Segundo o MPE, a Resolução nº 011/2022, aprovada pela Câmara, criou um benefício de até R$ 2.800,00 mensais para custear supostas despesas parlamentares — como consultorias, telefone e material de escritório.
Para o órgão, esses gastos são rotineiros e já deveriam ser cobertos pela estrutura da própria Câmara, o que transforma a verba em aumento disfarçado de salário e pode configurar enriquecimento ilícito.
A verba é paga com dinheiro da Prefeitura, não da Câmara, e segundo o Ministério Público, vereadores já recebem diárias para cobrir despesas de viagens, alimentação e hospedagem, o que inviabiliza nova indenização pelo mesmo fim.

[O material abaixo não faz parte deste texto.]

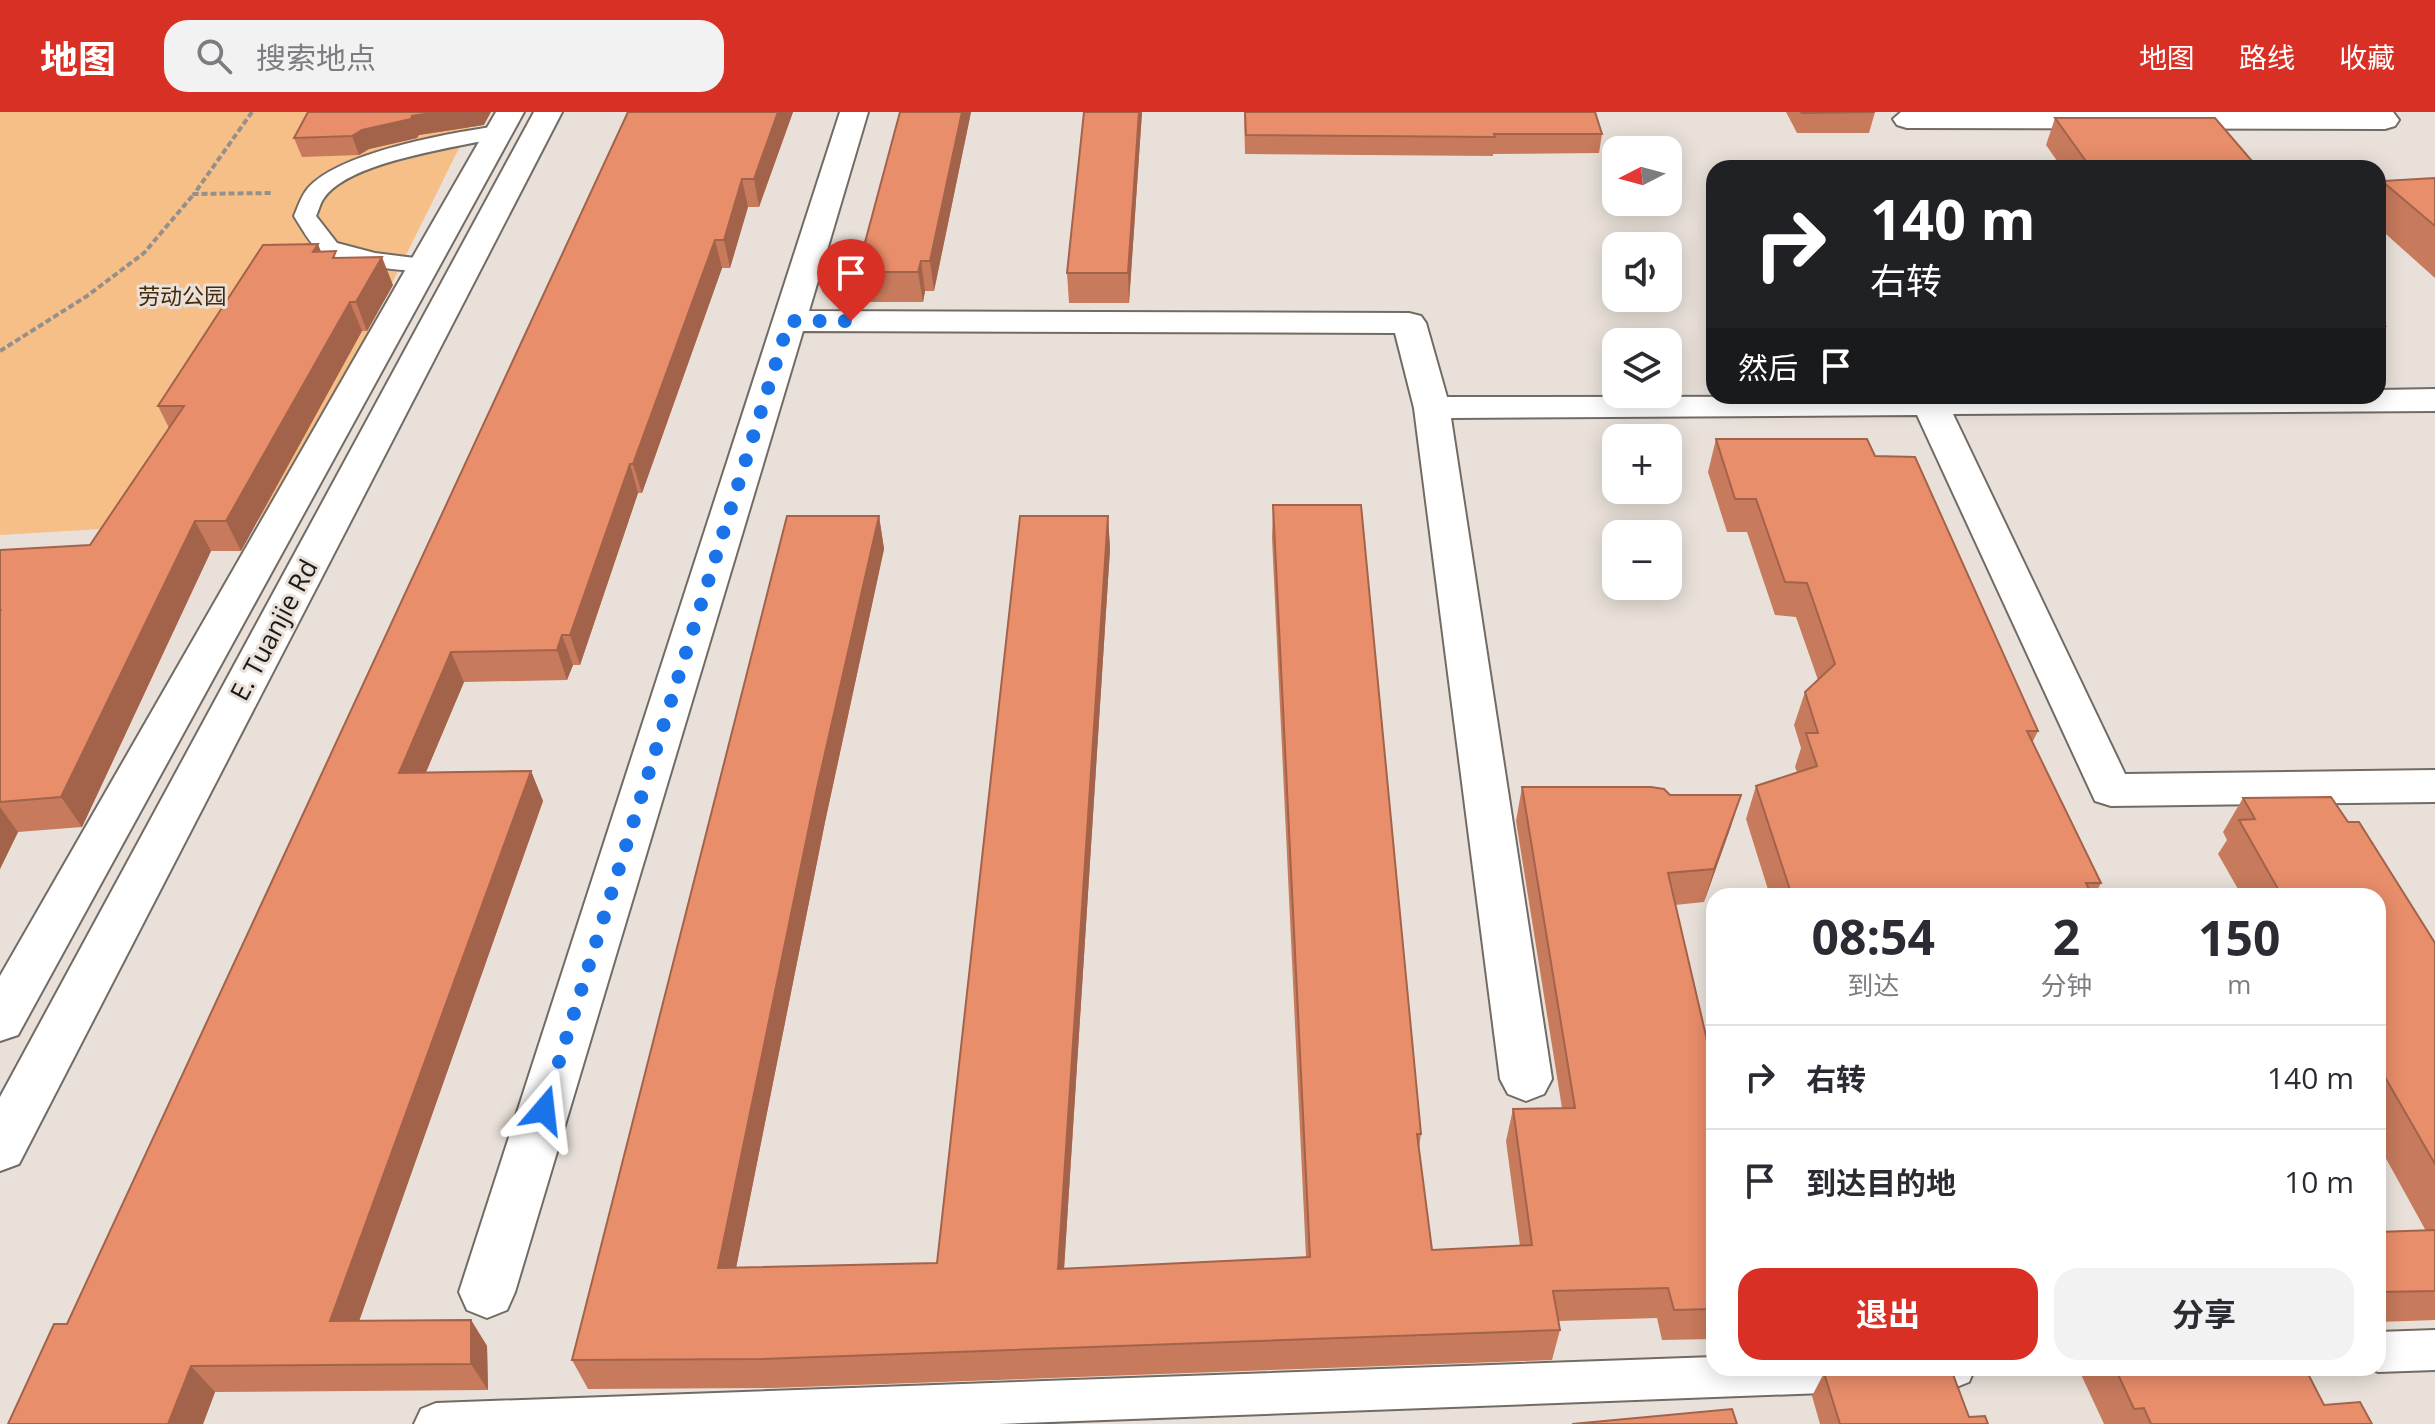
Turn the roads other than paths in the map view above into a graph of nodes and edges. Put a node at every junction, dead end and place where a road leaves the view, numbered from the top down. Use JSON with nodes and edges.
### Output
{"nodes":[{"id":1,"x":548,"y":112,"type":"edge"},
{"id":2,"x":854,"y":112,"type":"edge"},
{"id":3,"x":2378,"y":112,"type":"edge"},
{"id":4,"x":1907,"y":119,"type":"dead end"},
{"id":5,"x":504,"y":122,"type":"edge"},
{"id":6,"x":423,"y":265,"type":"junction"},
{"id":7,"x":789,"y":321,"type":"junction"},
{"id":8,"x":2386,"y":400,"type":"edge"},
{"id":9,"x":2435,"y":400,"type":"edge"},
{"id":10,"x":1930,"y":404,"type":"joint"},
{"id":11,"x":1432,"y":408,"type":"junction"},
{"id":12,"x":2435,"y":786,"type":"edge"},
{"id":13,"x":0,"y":1021,"type":"edge"},
{"id":14,"x":1526,"y":1079,"type":"dead end"},
{"id":15,"x":0,"y":1148,"type":"edge"},
{"id":16,"x":487,"y":1292,"type":"dead end"},
{"id":17,"x":2435,"y":1350,"type":"edge"},
{"id":18,"x":2386,"y":1352,"type":"edge"},
{"id":19,"x":1737,"y":1376,"type":"edge"},
{"id":20,"x":436,"y":1424,"type":"edge"}],
"edges":[{"from":1,"to":15,"type":"street","name":"E. Tuanjie Rd"},
{"from":2,"to":7,"type":"street"},
{"from":3,"to":4,"type":"street"},
{"from":5,"to":6,"type":"street"},
{"from":5,"to":6,"type":"lane"},
{"from":6,"to":13,"type":"street"},
{"from":7,"to":11,"type":"street"},
{"from":7,"to":16,"type":"street"},
{"from":8,"to":9,"type":"street"},
{"from":10,"to":11,"type":"street"},
{"from":10,"to":12,"type":"street"},
{"from":11,"to":14,"type":"street"},
{"from":17,"to":18,"type":"lane"},
{"from":19,"to":20,"type":"lane"}]}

A primeira decisão, da juíza Lídia Geanne Ferreira e Cândido, rejeitou a ação popular proposta pelo advogado Júnior Gomes da Silva, mas o MPE recorreu e teve o pedido acolhido pelo juiz Fábio Possik Salamene, que determinou o envio do caso à Procuradoria-Geral de Justiça, já que o processo envolve também o prefeito municipal.
Se a ação seguir adiante, nove ex-vereadores poderão virar réus — três deles foram reeleitos em 2024 e continuam no cargo.